## Exercise materials
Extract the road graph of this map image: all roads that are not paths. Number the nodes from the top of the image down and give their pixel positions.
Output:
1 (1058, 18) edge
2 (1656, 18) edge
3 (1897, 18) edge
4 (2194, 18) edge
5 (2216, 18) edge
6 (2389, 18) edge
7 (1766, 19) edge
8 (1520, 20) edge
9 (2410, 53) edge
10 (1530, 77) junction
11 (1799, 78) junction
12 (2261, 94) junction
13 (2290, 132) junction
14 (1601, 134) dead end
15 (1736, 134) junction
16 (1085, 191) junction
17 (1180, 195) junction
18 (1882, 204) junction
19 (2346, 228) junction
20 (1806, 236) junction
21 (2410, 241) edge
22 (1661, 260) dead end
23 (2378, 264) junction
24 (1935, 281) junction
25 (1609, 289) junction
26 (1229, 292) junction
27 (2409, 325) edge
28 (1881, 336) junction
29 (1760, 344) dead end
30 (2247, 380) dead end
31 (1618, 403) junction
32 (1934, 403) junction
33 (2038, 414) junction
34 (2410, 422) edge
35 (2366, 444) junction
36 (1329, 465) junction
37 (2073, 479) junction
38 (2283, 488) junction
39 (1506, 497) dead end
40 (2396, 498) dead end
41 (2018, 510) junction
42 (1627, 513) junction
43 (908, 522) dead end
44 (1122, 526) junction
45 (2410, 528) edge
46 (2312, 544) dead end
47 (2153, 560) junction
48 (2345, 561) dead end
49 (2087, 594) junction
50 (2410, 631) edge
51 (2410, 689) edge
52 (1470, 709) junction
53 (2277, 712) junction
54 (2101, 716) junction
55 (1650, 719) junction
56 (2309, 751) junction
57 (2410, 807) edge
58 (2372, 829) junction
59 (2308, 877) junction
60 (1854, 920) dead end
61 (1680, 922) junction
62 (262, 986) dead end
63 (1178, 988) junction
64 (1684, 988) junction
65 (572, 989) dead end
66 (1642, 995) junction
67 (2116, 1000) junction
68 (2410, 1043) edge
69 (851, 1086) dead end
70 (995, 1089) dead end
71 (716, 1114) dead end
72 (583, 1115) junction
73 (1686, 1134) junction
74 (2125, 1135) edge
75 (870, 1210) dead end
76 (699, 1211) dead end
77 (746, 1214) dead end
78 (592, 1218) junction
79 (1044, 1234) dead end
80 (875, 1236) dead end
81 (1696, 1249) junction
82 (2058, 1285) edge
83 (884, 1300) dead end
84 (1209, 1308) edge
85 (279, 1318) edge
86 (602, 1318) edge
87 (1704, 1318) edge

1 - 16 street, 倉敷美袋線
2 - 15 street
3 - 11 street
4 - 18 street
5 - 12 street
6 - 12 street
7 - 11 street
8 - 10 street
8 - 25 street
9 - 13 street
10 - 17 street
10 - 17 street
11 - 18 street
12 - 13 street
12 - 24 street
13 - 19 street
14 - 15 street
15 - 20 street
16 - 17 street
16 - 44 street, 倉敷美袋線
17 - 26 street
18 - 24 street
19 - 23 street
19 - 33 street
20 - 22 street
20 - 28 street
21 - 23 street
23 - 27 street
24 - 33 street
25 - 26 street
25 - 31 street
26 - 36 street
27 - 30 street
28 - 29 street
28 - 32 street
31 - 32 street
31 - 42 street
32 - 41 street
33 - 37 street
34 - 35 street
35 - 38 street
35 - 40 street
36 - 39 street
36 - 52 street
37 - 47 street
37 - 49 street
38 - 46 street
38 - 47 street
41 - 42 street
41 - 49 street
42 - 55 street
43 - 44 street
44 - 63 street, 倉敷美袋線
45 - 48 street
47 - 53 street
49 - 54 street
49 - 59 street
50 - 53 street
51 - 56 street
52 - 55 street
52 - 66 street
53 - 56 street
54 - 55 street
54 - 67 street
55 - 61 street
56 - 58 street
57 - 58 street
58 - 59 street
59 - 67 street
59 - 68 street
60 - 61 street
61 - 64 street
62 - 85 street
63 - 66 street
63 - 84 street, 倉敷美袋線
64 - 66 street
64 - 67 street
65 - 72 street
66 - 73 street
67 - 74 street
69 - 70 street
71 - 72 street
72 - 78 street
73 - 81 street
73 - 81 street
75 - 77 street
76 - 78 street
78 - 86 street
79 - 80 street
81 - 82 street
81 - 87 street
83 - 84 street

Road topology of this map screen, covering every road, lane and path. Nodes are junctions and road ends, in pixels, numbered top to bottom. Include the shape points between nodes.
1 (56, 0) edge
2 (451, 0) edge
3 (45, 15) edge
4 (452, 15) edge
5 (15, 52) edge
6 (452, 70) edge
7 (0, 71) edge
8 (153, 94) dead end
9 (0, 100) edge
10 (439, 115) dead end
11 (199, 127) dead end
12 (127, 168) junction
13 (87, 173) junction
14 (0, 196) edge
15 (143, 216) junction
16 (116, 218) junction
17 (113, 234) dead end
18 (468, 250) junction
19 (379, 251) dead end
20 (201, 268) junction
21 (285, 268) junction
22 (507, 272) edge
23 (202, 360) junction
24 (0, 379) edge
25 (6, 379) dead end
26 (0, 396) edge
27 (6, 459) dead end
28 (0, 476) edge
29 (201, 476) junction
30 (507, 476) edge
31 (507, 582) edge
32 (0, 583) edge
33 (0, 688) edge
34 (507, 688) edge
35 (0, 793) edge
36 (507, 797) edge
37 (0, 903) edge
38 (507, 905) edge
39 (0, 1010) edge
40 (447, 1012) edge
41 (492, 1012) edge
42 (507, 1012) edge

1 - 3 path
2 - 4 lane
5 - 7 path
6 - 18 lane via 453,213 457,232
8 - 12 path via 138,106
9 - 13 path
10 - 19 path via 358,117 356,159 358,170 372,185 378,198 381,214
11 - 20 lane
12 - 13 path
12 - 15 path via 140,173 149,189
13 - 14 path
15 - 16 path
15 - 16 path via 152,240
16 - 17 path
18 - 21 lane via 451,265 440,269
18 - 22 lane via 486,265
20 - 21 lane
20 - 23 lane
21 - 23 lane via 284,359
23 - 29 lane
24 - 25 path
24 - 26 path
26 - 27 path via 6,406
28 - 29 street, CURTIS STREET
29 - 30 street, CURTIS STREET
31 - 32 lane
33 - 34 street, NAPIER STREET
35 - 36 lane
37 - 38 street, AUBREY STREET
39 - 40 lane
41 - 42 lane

## Assignment
With no additions or omissions, transcribe every record.

## Your solution
Extract the road graph of this map image: all roads that are not paths. Number the nodes from the top of the image down and give their pixel positions.
Output:
1 (1058, 18) edge
2 (1656, 18) edge
3 (1897, 18) edge
4 (2194, 18) edge
5 (2216, 18) edge
6 (2389, 18) edge
7 (1766, 19) edge
8 (1520, 20) edge
9 (2410, 53) edge
10 (1530, 77) junction
11 (1799, 78) junction
12 (2261, 94) junction
13 (2290, 132) junction
14 (1601, 134) dead end
15 (1736, 134) junction
16 (1085, 191) junction
17 (1180, 195) junction
18 (1882, 204) junction
19 (2346, 228) junction
20 (1806, 236) junction
21 (2410, 241) edge
22 (1661, 260) dead end
23 (2378, 264) junction
24 (1935, 281) junction
25 (1609, 289) junction
26 (1229, 292) junction
27 (2409, 325) edge
28 (1881, 336) junction
29 (1760, 344) dead end
30 (2247, 380) dead end
31 (1618, 403) junction
32 (1934, 403) junction
33 (2038, 414) junction
34 (2410, 422) edge
35 (2366, 444) junction
36 (1329, 465) junction
37 (2073, 479) junction
38 (2283, 488) junction
39 (1506, 497) dead end
40 (2396, 498) dead end
41 (2018, 510) junction
42 (1627, 513) junction
43 (908, 522) dead end
44 (1122, 526) junction
45 (2410, 528) edge
46 (2312, 544) dead end
47 (2153, 560) junction
48 (2345, 561) dead end
49 (2087, 594) junction
50 (2410, 631) edge
51 (2410, 689) edge
52 (1470, 709) junction
53 (2277, 712) junction
54 (2101, 716) junction
55 (1650, 719) junction
56 (2309, 751) junction
57 (2410, 807) edge
58 (2372, 829) junction
59 (2308, 877) junction
60 (1854, 920) dead end
61 (1680, 922) junction
62 (262, 986) dead end
63 (1178, 988) junction
64 (1684, 988) junction
65 (572, 989) dead end
66 (1642, 995) junction
67 (2116, 1000) junction
68 (2410, 1043) edge
69 (851, 1086) dead end
70 (995, 1089) dead end
71 (716, 1114) dead end
72 (583, 1115) junction
73 (1686, 1134) junction
74 (2125, 1135) edge
75 (870, 1210) dead end
76 (699, 1211) dead end
77 (746, 1214) dead end
78 (592, 1218) junction
79 (1044, 1234) dead end
80 (875, 1236) dead end
81 (1696, 1249) junction
82 (2058, 1285) edge
83 (884, 1300) dead end
84 (1209, 1308) edge
85 (279, 1318) edge
86 (602, 1318) edge
87 (1704, 1318) edge

1 - 16 street, 倉敷美袋線
2 - 15 street
3 - 11 street
4 - 18 street
5 - 12 street
6 - 12 street
7 - 11 street
8 - 10 street
8 - 25 street
9 - 13 street
10 - 17 street
10 - 17 street
11 - 18 street
12 - 13 street
12 - 24 street
13 - 19 street
14 - 15 street
15 - 20 street
16 - 17 street
16 - 44 street, 倉敷美袋線
17 - 26 street
18 - 24 street
19 - 23 street
19 - 33 street
20 - 22 street
20 - 28 street
21 - 23 street
23 - 27 street
24 - 33 street
25 - 26 street
25 - 31 street
26 - 36 street
27 - 30 street
28 - 29 street
28 - 32 street
31 - 32 street
31 - 42 street
32 - 41 street
33 - 37 street
34 - 35 street
35 - 38 street
35 - 40 street
36 - 39 street
36 - 52 street
37 - 47 street
37 - 49 street
38 - 46 street
38 - 47 street
41 - 42 street
41 - 49 street
42 - 55 street
43 - 44 street
44 - 63 street, 倉敷美袋線
45 - 48 street
47 - 53 street
49 - 54 street
49 - 59 street
50 - 53 street
51 - 56 street
52 - 55 street
52 - 66 street
53 - 56 street
54 - 55 street
54 - 67 street
55 - 61 street
56 - 58 street
57 - 58 street
58 - 59 street
59 - 67 street
59 - 68 street
60 - 61 street
61 - 64 street
62 - 85 street
63 - 66 street
63 - 84 street, 倉敷美袋線
64 - 66 street
64 - 67 street
65 - 72 street
66 - 73 street
67 - 74 street
69 - 70 street
71 - 72 street
72 - 78 street
73 - 81 street
73 - 81 street
75 - 77 street
76 - 78 street
78 - 86 street
79 - 80 street
81 - 82 street
81 - 87 street
83 - 84 street

Road topology of this map screen, covering every road, lane and path. Nodes are junctions and road ends, in pixels, numbered top to bottom. Include the shape points between nodes.
1 (56, 0) edge
2 (451, 0) edge
3 (45, 15) edge
4 (452, 15) edge
5 (15, 52) edge
6 (452, 70) edge
7 (0, 71) edge
8 (153, 94) dead end
9 (0, 100) edge
10 (439, 115) dead end
11 (199, 127) dead end
12 (127, 168) junction
13 (87, 173) junction
14 (0, 196) edge
15 (143, 216) junction
16 (116, 218) junction
17 (113, 234) dead end
18 (468, 250) junction
19 (379, 251) dead end
20 (201, 268) junction
21 (285, 268) junction
22 (507, 272) edge
23 (202, 360) junction
24 (0, 379) edge
25 (6, 379) dead end
26 (0, 396) edge
27 (6, 459) dead end
28 (0, 476) edge
29 (201, 476) junction
30 (507, 476) edge
31 (507, 582) edge
32 (0, 583) edge
33 (0, 688) edge
34 (507, 688) edge
35 (0, 793) edge
36 (507, 797) edge
37 (0, 903) edge
38 (507, 905) edge
39 (0, 1010) edge
40 (447, 1012) edge
41 (492, 1012) edge
42 (507, 1012) edge

1 - 3 path
2 - 4 lane
5 - 7 path
6 - 18 lane via 453,213 457,232
8 - 12 path via 138,106
9 - 13 path
10 - 19 path via 358,117 356,159 358,170 372,185 378,198 381,214
11 - 20 lane
12 - 13 path
12 - 15 path via 140,173 149,189
13 - 14 path
15 - 16 path
15 - 16 path via 152,240
16 - 17 path
18 - 21 lane via 451,265 440,269
18 - 22 lane via 486,265
20 - 21 lane
20 - 23 lane
21 - 23 lane via 284,359
23 - 29 lane
24 - 25 path
24 - 26 path
26 - 27 path via 6,406
28 - 29 street, CURTIS STREET
29 - 30 street, CURTIS STREET
31 - 32 lane
33 - 34 street, NAPIER STREET
35 - 36 lane
37 - 38 street, AUBREY STREET
39 - 40 lane
41 - 42 lane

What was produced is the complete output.